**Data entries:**
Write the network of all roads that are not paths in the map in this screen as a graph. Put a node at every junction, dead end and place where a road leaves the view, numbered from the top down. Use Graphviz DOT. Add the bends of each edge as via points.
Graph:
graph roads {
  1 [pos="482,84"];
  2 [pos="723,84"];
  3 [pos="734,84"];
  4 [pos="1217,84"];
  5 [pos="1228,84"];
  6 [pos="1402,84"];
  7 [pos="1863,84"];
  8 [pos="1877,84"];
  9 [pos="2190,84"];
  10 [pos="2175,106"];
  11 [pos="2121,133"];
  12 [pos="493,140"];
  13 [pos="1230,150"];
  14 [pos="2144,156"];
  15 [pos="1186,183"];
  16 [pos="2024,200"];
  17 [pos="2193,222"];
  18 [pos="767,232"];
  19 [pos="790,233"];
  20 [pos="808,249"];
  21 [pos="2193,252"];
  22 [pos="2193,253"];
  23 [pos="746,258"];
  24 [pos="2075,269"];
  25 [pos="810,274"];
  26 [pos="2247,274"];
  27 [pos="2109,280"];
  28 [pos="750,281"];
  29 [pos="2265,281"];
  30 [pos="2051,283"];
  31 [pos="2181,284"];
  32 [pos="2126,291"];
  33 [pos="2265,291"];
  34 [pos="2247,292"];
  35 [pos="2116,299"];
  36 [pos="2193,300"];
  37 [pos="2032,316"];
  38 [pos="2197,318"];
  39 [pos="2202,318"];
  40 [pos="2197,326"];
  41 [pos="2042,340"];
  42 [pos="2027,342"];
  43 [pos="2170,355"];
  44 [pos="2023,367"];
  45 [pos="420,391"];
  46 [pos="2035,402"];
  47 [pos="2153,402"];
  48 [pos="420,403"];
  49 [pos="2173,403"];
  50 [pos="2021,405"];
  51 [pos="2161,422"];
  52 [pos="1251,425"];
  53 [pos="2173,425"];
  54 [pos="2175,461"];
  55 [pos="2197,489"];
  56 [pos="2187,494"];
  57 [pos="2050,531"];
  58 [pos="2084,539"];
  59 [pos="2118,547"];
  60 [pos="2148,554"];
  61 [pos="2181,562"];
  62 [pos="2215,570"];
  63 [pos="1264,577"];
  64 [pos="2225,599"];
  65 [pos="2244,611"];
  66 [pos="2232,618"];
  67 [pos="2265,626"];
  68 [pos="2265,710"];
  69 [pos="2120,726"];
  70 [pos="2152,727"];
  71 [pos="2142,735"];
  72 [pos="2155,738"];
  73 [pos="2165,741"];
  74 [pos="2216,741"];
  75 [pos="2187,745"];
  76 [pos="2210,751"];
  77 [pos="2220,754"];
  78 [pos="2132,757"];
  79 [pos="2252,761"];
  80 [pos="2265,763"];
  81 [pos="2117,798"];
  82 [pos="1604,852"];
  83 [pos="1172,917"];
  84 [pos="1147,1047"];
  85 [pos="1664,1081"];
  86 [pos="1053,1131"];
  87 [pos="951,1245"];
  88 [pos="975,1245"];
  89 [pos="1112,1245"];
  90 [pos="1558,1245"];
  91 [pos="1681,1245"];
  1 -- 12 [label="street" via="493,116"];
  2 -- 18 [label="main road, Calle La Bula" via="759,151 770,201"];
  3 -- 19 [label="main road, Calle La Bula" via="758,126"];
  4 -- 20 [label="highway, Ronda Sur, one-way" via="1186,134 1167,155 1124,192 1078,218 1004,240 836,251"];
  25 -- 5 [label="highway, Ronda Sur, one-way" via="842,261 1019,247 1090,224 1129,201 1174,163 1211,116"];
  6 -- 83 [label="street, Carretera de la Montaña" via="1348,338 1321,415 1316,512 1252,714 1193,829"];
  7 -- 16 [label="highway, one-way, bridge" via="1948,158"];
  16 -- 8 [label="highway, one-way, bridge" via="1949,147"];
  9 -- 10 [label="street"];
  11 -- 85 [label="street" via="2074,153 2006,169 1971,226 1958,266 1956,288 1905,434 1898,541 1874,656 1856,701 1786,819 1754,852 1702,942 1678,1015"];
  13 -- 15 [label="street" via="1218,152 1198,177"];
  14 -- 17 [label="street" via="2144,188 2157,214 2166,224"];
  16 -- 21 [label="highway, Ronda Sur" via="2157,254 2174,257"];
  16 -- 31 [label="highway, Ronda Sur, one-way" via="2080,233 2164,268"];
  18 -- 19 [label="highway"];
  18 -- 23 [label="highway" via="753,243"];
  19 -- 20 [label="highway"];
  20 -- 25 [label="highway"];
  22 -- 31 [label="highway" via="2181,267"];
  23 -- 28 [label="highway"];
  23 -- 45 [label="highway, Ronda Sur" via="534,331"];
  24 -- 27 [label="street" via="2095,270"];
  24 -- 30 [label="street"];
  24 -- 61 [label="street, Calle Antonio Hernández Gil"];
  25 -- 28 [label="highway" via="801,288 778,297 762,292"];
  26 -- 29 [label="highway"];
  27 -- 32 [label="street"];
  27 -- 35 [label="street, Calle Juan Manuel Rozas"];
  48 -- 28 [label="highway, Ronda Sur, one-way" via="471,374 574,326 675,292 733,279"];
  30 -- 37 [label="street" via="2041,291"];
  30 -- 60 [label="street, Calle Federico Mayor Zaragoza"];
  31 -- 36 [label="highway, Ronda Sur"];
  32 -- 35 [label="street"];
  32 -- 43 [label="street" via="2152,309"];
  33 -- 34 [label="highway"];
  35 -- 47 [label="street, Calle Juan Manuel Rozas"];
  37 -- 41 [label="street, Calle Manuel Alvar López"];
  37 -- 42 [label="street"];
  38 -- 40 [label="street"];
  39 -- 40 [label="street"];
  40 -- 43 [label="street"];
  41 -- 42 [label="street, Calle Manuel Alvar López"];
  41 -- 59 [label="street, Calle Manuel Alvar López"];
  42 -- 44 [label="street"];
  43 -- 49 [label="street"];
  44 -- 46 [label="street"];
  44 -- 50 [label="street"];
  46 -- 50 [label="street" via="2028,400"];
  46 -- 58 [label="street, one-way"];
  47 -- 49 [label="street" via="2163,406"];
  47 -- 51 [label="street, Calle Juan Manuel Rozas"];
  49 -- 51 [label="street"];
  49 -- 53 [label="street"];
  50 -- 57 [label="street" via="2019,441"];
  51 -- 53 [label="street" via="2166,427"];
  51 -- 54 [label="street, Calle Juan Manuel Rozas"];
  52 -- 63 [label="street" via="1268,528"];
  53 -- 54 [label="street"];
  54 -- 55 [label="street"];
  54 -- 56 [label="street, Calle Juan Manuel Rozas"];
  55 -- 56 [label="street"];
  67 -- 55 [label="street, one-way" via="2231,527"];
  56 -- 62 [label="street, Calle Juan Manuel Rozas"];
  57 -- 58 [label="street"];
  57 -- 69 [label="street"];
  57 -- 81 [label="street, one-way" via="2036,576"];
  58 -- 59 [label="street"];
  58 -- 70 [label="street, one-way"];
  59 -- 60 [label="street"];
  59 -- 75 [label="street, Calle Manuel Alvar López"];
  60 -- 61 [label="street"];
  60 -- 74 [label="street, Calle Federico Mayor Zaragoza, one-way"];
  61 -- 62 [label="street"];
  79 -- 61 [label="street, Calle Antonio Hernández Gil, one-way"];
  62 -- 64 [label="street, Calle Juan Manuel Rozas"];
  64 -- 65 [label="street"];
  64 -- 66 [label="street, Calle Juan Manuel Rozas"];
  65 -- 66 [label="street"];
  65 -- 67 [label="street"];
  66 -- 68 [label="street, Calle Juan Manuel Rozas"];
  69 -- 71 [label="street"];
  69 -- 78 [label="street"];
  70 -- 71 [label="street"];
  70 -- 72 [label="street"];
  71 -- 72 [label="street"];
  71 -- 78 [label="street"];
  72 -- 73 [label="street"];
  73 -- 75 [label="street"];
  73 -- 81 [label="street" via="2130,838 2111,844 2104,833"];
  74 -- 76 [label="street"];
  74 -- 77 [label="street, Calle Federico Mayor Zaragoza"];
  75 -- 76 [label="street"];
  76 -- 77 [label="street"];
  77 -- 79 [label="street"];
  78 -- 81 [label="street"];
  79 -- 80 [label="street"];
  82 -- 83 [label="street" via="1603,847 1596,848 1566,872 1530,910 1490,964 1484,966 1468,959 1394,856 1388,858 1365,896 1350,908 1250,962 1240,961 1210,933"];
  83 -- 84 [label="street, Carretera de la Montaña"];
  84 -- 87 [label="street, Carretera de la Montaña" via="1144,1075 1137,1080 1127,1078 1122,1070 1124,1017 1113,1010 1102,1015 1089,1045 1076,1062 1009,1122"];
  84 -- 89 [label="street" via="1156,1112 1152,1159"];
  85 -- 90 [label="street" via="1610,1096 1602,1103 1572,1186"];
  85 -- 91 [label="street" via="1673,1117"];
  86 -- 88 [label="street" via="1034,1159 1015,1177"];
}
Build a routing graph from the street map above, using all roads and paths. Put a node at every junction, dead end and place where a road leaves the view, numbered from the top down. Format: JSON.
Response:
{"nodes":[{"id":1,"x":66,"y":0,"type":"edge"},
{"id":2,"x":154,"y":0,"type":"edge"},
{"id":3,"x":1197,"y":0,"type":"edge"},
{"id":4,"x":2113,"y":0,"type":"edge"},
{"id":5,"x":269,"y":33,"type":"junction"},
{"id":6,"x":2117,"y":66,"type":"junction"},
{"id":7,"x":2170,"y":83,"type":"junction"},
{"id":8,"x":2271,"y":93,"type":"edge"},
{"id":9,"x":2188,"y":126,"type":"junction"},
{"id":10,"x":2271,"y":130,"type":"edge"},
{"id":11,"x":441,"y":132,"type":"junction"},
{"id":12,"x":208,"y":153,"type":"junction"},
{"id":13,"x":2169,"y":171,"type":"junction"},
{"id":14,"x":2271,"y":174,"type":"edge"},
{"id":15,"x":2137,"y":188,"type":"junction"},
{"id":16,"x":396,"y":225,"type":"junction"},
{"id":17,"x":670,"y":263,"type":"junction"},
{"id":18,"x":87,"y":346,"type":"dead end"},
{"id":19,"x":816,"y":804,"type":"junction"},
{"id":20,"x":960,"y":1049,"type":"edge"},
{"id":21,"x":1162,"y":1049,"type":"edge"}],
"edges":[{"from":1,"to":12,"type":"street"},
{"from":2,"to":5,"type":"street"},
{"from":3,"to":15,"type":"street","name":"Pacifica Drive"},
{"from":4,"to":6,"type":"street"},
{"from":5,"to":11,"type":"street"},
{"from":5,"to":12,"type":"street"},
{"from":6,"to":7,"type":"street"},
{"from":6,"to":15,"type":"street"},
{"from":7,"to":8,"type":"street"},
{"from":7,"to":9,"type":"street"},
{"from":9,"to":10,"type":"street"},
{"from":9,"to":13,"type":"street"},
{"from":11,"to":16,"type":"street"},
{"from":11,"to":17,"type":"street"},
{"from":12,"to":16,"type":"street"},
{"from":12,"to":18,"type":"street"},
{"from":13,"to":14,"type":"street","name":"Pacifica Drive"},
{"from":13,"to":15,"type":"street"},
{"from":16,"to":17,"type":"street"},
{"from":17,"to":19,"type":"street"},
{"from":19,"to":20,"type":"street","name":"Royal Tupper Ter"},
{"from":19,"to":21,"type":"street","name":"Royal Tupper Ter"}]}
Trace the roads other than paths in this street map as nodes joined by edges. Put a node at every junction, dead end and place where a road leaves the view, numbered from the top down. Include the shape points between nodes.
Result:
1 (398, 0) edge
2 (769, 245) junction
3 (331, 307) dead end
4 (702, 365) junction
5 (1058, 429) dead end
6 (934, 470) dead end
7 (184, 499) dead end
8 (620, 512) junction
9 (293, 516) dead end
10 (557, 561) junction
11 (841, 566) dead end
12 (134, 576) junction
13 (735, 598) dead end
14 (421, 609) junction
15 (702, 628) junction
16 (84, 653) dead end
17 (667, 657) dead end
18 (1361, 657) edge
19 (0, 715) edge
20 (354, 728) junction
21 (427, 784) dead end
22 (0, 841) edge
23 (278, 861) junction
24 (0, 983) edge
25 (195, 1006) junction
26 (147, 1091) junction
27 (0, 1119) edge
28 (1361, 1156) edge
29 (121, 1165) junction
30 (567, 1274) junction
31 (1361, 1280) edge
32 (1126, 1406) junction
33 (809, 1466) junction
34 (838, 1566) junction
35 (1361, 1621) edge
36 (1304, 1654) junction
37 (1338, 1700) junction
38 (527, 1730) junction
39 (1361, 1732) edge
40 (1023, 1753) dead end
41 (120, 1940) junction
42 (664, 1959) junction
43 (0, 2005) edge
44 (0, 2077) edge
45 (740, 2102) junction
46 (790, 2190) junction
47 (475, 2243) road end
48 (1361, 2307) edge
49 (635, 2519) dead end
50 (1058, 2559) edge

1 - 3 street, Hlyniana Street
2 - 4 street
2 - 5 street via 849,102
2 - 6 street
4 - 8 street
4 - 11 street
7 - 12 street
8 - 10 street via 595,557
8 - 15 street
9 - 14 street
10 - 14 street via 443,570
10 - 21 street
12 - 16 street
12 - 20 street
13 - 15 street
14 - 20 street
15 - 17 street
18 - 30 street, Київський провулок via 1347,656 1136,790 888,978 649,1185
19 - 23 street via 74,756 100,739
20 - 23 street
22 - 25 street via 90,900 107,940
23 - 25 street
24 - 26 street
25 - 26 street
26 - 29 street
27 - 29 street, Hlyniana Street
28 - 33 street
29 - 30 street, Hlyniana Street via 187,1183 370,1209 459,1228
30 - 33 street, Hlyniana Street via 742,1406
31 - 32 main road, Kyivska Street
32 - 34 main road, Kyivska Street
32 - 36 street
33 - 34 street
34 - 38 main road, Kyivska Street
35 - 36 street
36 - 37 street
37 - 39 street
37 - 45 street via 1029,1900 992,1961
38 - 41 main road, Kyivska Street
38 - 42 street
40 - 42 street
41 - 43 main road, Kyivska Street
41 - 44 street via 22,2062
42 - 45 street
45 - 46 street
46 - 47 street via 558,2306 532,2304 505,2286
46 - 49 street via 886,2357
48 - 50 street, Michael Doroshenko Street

**Exercise details:**
Reproduce each line of the records in which the word "Hlyniana" appears.

**The answer:**
1 - 3 street, Hlyniana Street
27 - 29 street, Hlyniana Street
29 - 30 street, Hlyniana Street via 187,1183 370,1209 459,1228
30 - 33 street, Hlyniana Street via 742,1406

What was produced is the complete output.